Venezuelan swimmer (born 1986)

Albert Subirats Altes (born 25 September 1986) is an Olympic and national record holding swimmer from Venezuela. He represented his homeland at the 2004, 2008 and 2012 Olympics. At the 2007 World Championships, Subirats won Venezuela's first (long course) World Championships medal.

Collegiately, he attended the University of Arizona in the United States, where he swam for the Arizona Wildcats swimming and diving team from 2004 to 2007. While at Arizona, he was a 3-time individual NCAA champion, winning the 100 yd fly his junior and senior years (2006, 2007) and the 100 back (2006).

As of June 2009, he holds the Venezuelan records in the 50 m and 100 m freestyle, 50 m and 100 m backstroke and 50 & 100 m butterfly (long course) and was part of the 4 × 100 m freestyle and 4 × 100 m medley teams that hold those record.

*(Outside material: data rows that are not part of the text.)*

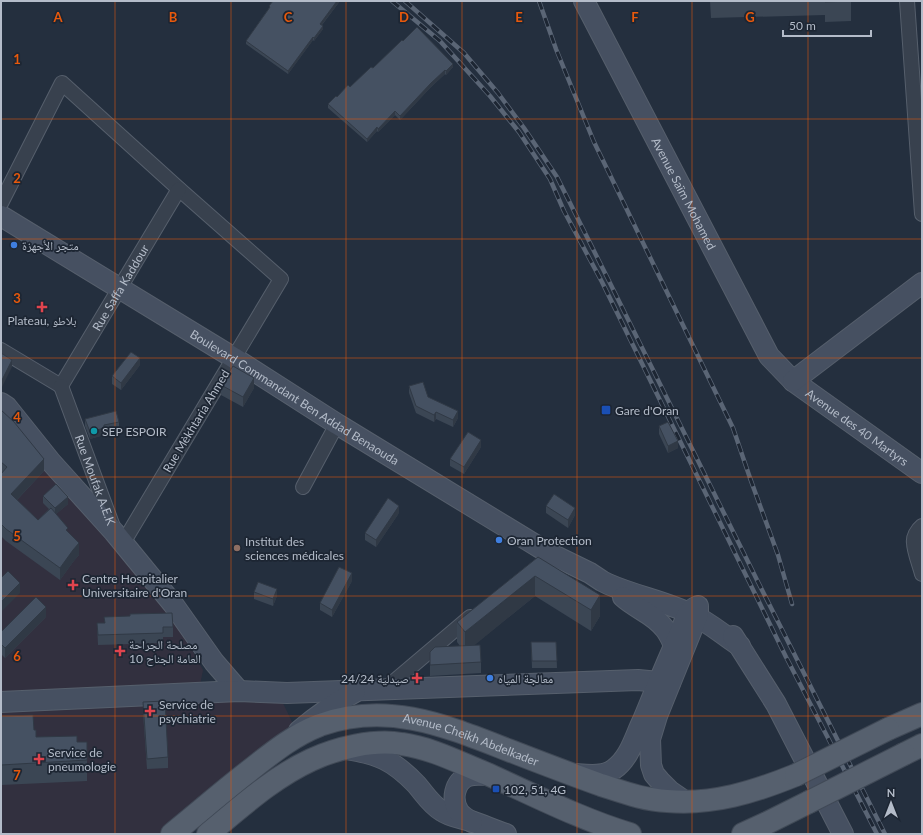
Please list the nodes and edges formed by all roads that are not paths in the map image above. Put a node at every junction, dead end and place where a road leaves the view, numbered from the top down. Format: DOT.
graph roads {
  1 [pos="584,1"];
  2 [pos="907,1"];
  3 [pos="179,189"];
  4 [pos="1,203"];
  5 [pos="922,214"];
  6 [pos="1,216"];
  7 [pos="922,283"];
  8 [pos="119,288"];
  9 [pos="1,350"];
  10 [pos="234,358"];
  11 [pos="793,381"];
  12 [pos="61,386"];
  13 [pos="1,403"];
  14 [pos="337,424"];
  15 [pos="922,473"];
  16 [pos="303,487"];
  17 [pos="922,526"];
  18 [pos="119,538"];
  19 [pos="590,573"];
  20 [pos="922,574"];
  21 [pos="616,588"];
  22 [pos="481,608"];
  23 [pos="695,612"];
  24 [pos="674,645"];
  25 [pos="214,662"];
  26 [pos="665,677"];
  27 [pos="385,689"];
  28 [pos="358,690"];
  29 [pos="239,691"];
  30 [pos="212,692"];
  31 [pos="287,693"];
  32 [pos="1,702"];
  33 [pos="922,714"];
  34 [pos="291,739"];
  35 [pos="342,748"];
  36 [pos="913,749"];
  37 [pos="563,772"];
  38 [pos="488,775"];
  39 [pos="686,802"];
  40 [pos="472,822"];
  41 [pos="172,834"];
  42 [pos="208,834"];
  43 [pos="506,834"];
  44 [pos="630,834"];
  45 [pos="743,834"];
  46 [pos="842,834"];
  1 -- 11 [label="street, Avenue Saïm Mohamed"];
  2 -- 5 [label="street"];
  3 -- 4 [label="street"];
  3 -- 8 [label="street, Rue Saffa Kaddour"];
  3 -- 10 [label="street, Rue Mèkhtaria Ahmed"];
  6 -- 8 [label="street, Boulevard Commandant Ben Addad Benaouda"];
  7 -- 11 [label="street"];
  8 -- 10 [label="street, Boulevard Commandant Ben Addad Benaouda"];
  8 -- 12 [label="street, Rue Saffa Kaddour"];
  9 -- 12 [label="street"];
  10 -- 14 [label="street, Boulevard Commandant Ben Addad Benaouda"];
  10 -- 18 [label="street, Rue Mèkhtaria Ahmed"];
  11 -- 15 [label="street, Avenue des 40 Martyrs"];
  12 -- 18 [label="street, Rue Moufak A.E.K"];
  13 -- 18 [label="street"];
  14 -- 16 [label="street"];
  14 -- 19 [label="street, Boulevard Commandant Ben Addad Benaouda"];
  17 -- 20 [label="street"];
  18 -- 25 [label="street, Rue Moufak A.E.K"];
  19 -- 21 [label="street, Boulevard Commandant Ben Addad Benaouda"];
  19 -- 23 [label="street, Boulevard Commandant Ben Addad Benaouda"];
  21 -- 23 [label="street, Boulevard Commandant Ben Addad Benaouda"];
  21 -- 24 [label="street"];
  22 -- 27 [label="street"];
  23 -- 24 [label="street"];
  23 -- 26 [label="street"];
  23 -- 46 [label="street, Boulevard Commandant Ben Addad Benaouda"];
  24 -- 26 [label="street"];
  25 -- 29 [label="street, Rue Moufak A.E.K"];
  25 -- 30 [label="street"];
  26 -- 27 [label="street"];
  26 -- 37 [label="street"];
  26 -- 39 [label="street"];
  27 -- 28 [label="street"];
  28 -- 31 [label="street"];
  28 -- 34 [label="street"];
  29 -- 30 [label="street"];
  29 -- 31 [label="street"];
  30 -- 32 [label="street"];
  31 -- 34 [label="street"];
  33 -- 39 [label="main road, Avenue Cheikh Abdelkader, bridge"];
  34 -- 37 [label="main road, Avenue Cheikh Abdelkader"];
  34 -- 41 [label="main road, Avenue Cheikh Abdelkader"];
  35 -- 38 [label="main road, Avenue Cheikh Abdelkader"];
  35 -- 40 [label="street"];
  35 -- 42 [label="main road, Avenue Cheikh Abdelkader"];
  36 -- 45 [label="main road, bridge"];
  37 -- 39 [label="main road, Avenue Cheikh Abdelkader"];
  38 -- 40 [label="street"];
  38 -- 44 [label="main road, Avenue Cheikh Abdelkader"];
  40 -- 43 [label="street"];
}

In the short course, he holds the 50 m backstroke and 50 m and 100 m butterfly records. He also holds the South American long course 100 m butterfly record, and the short course 50 m backstroke record.

At the 2006 Central American and Caribbean Games, he set a Games Record in winning the men's 100 m freestyle (49.55); bettering the record of 50.00 set by fellow Venezuelan Francisco Sánchez on 11 August 1998, at the 1998 Games in Maracaibo.